O camisa 10 da seleção cresceu. E, independentemente do seu lado, o que ele fez nas eleições mostrou isso

Eder Traskini, Lucas Musetti e Thiago Arantes Do UOL e Colaboração para o UOL, em Santos (SP) e Barcelona (ESP) Gettyimages

Isso aí é com meu pai. Eu só quero jogar futebol."

A frase era um lema de Neymar desde as mais precoces aparições midiáticas. O enorme potencial demonstrado em campo sempre rendeu interesse da mídia. Ao menor sinal de perguntas sobre futuro, era sempre "com o meu pai". Esse comportamento ajudou a moldar o apelido de "Menino Ney", um jogador cujo nível de maturidade virou tema de discussões em mesas redondas —na TV ou nos bares.

Não que Neymar se importe: "Ah, o Neymar vai pra balada, blá blá blá. Qual foi meu desempenho em campo? Tá puto? Irmão, fica com seu tá puto. É a minha vida, eu não vou fazer isso porque você não quer. A galera fica um pouco revoltada de eu ser o Neymar assim: focado em campo e um cara que curte a vida. Acho que isso ninguém conseguiu fazer bem. E eu... Eu faço", afirmou no documentário "O Caos Perfeito", da Netflix.

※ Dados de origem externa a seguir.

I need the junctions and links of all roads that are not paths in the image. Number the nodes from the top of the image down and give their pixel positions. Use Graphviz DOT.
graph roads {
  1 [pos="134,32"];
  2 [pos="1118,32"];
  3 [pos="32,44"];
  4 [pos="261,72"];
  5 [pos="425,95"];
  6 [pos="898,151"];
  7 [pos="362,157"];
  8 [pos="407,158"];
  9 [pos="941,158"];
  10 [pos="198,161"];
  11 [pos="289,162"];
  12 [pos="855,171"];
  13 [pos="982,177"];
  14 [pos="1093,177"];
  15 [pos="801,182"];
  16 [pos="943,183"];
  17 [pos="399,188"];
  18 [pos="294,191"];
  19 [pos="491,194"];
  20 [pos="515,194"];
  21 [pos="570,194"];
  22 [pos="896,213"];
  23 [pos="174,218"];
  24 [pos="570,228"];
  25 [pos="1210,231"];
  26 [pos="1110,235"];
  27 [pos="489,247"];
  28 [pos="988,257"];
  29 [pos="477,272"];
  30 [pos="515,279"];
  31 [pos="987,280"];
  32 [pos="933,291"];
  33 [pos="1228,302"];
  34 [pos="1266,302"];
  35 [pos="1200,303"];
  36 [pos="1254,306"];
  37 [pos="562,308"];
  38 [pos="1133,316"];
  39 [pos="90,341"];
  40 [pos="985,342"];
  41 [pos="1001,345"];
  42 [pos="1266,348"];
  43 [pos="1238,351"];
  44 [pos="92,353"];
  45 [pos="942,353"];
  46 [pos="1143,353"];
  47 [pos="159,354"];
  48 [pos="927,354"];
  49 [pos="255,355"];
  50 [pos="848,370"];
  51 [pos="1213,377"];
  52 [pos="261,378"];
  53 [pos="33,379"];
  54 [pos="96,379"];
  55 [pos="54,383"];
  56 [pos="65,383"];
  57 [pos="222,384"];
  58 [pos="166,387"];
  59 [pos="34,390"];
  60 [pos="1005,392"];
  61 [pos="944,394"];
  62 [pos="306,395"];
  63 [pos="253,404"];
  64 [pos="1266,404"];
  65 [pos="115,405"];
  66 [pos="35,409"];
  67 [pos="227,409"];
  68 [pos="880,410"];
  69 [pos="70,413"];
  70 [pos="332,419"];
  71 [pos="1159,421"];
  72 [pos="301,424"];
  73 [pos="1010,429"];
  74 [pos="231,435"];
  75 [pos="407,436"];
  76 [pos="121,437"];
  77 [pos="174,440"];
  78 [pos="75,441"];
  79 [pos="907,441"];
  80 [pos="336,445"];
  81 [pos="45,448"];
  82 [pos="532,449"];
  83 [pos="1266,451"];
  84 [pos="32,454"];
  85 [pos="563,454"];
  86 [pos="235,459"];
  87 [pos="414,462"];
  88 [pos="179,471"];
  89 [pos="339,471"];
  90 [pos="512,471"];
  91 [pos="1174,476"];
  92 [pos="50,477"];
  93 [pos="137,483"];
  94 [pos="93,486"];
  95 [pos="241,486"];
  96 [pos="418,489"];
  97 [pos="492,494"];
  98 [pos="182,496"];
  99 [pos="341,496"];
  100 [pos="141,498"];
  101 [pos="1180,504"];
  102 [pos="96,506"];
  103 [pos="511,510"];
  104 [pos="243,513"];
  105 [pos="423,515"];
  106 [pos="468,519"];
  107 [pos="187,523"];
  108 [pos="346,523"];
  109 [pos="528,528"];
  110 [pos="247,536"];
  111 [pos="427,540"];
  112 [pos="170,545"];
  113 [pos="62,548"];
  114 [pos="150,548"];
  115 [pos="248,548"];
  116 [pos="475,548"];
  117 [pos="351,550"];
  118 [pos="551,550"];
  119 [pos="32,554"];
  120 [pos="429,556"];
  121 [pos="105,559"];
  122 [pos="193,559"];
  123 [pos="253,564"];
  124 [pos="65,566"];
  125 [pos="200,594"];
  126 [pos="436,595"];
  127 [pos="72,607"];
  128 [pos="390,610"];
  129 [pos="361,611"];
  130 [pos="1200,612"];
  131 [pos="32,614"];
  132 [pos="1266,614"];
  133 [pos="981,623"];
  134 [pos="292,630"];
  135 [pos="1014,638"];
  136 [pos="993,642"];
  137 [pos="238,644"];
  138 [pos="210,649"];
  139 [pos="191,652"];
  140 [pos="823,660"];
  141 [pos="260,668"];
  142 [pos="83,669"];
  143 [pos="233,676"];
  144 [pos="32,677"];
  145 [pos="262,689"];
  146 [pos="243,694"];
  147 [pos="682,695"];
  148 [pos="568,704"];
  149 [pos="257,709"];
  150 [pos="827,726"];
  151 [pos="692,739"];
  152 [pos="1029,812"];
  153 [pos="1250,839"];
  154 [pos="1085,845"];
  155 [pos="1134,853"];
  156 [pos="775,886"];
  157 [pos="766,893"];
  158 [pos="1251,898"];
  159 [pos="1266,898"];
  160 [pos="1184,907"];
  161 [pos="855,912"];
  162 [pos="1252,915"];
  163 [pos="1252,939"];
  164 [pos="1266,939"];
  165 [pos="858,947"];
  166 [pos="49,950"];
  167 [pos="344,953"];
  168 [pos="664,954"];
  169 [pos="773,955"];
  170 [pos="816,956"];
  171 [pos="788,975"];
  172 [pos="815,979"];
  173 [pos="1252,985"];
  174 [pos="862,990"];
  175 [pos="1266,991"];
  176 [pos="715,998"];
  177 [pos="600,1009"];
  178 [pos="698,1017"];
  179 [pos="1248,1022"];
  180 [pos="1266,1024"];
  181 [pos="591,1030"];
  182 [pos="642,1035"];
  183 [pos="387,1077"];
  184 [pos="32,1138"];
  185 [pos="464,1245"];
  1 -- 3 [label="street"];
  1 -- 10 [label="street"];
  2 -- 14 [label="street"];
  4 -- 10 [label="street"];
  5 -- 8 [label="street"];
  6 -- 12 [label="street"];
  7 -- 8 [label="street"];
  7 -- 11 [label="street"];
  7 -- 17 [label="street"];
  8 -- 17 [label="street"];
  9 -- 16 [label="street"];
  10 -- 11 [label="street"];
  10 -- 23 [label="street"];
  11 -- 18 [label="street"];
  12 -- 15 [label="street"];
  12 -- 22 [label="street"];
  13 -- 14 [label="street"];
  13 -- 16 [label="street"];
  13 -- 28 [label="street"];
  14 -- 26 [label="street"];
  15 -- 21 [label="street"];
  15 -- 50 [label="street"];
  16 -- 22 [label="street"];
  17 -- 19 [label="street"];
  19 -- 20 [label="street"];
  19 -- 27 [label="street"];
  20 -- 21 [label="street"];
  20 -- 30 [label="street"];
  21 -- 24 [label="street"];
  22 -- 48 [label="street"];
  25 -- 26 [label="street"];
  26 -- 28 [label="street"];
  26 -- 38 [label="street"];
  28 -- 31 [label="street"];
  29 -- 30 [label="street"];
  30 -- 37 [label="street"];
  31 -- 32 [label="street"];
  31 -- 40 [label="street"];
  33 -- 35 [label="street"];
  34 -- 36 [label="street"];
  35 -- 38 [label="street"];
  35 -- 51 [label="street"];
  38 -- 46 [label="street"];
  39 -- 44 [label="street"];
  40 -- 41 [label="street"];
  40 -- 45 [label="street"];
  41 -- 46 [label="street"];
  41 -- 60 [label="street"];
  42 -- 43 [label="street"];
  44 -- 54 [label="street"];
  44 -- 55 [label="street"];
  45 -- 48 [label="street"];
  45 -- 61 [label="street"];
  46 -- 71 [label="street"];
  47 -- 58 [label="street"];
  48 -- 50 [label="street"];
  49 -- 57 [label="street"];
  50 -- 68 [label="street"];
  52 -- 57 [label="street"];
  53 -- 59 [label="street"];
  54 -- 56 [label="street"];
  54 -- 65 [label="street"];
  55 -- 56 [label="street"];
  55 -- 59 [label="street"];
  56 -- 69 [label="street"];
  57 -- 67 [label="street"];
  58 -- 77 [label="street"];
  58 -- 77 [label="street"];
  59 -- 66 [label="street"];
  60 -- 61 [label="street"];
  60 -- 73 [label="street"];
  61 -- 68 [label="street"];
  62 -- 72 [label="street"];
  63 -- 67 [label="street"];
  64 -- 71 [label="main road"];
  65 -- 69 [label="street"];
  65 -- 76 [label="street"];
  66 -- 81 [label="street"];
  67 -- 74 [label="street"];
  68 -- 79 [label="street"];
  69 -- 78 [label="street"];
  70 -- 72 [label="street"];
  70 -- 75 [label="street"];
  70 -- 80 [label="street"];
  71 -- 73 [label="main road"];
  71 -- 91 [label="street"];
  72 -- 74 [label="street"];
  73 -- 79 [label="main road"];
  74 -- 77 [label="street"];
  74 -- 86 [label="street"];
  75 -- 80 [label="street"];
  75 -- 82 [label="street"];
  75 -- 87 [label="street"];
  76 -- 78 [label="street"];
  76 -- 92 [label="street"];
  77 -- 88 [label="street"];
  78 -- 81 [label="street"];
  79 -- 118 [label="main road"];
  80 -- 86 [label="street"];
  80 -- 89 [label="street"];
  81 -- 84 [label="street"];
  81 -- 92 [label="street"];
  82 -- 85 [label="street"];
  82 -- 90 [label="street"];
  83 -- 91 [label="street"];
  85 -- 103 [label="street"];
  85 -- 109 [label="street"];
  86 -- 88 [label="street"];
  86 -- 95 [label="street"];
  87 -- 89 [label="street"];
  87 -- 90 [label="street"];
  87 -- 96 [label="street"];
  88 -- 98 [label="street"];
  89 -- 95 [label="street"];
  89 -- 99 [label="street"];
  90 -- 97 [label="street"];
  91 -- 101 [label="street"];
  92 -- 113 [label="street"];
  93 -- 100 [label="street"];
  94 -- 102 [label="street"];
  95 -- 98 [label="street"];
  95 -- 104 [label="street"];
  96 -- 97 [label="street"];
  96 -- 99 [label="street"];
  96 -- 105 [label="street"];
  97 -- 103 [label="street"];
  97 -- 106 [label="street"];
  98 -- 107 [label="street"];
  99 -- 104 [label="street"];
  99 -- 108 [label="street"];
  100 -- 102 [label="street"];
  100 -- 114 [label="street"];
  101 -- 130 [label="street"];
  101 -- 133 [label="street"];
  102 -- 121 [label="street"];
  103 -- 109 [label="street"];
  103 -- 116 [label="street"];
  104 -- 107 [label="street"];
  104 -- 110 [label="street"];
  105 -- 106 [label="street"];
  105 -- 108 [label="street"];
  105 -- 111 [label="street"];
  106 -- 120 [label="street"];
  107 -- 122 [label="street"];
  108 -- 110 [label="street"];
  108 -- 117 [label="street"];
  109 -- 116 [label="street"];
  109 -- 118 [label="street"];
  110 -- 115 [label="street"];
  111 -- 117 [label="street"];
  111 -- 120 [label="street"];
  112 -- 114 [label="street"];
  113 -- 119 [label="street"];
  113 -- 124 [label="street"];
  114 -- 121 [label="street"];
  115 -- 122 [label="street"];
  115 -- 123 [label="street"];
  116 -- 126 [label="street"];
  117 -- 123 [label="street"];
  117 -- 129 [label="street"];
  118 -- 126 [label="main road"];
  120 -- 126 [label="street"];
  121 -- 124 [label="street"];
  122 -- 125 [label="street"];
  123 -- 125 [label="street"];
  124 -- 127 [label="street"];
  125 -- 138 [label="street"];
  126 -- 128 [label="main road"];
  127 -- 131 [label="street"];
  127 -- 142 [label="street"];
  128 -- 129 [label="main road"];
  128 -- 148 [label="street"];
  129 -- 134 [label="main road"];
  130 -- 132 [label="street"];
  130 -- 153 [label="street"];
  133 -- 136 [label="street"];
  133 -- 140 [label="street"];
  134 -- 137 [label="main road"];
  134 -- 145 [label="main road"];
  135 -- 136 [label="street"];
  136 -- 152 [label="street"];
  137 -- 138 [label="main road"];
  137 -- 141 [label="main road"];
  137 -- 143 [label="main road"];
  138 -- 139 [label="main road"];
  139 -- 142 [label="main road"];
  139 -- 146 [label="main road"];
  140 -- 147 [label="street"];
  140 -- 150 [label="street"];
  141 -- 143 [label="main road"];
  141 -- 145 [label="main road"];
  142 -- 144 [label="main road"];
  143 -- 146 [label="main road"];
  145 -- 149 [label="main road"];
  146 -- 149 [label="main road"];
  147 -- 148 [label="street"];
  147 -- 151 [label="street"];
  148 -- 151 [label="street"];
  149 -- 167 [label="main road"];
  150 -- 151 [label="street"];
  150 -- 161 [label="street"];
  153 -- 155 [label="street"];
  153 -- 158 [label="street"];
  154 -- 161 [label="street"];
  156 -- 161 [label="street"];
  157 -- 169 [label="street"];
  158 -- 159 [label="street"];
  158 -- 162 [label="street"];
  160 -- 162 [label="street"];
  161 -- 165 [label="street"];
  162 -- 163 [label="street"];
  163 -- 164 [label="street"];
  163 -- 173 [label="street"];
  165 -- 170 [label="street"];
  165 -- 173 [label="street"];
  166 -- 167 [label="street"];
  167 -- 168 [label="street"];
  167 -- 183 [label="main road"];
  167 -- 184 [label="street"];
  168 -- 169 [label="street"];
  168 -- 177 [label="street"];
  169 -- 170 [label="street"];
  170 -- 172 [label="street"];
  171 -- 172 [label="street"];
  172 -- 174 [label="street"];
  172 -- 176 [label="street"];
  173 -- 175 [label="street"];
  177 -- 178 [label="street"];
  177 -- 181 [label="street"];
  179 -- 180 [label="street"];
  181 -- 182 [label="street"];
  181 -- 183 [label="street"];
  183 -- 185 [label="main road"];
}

Até hoje, o pai conduz a carreira do filho com punho de ferro. Virou um empresário voraz e criou uma das marcas mais valiosas da história, avaliada em R$ 1 bilhão. Neyfilho nem sempre concordou com as decisões de Neypai, mas nunca a oposição foi pública.

Até agora.

A terceira e última reportagem da série "Neymar e o mundo" trata da pessoa por trás do craque da seleção brasileira. Os erros e acertos do menino Ney e o processo de transformação que criou o adulto Ney, principal esperança do hexa no Qatar.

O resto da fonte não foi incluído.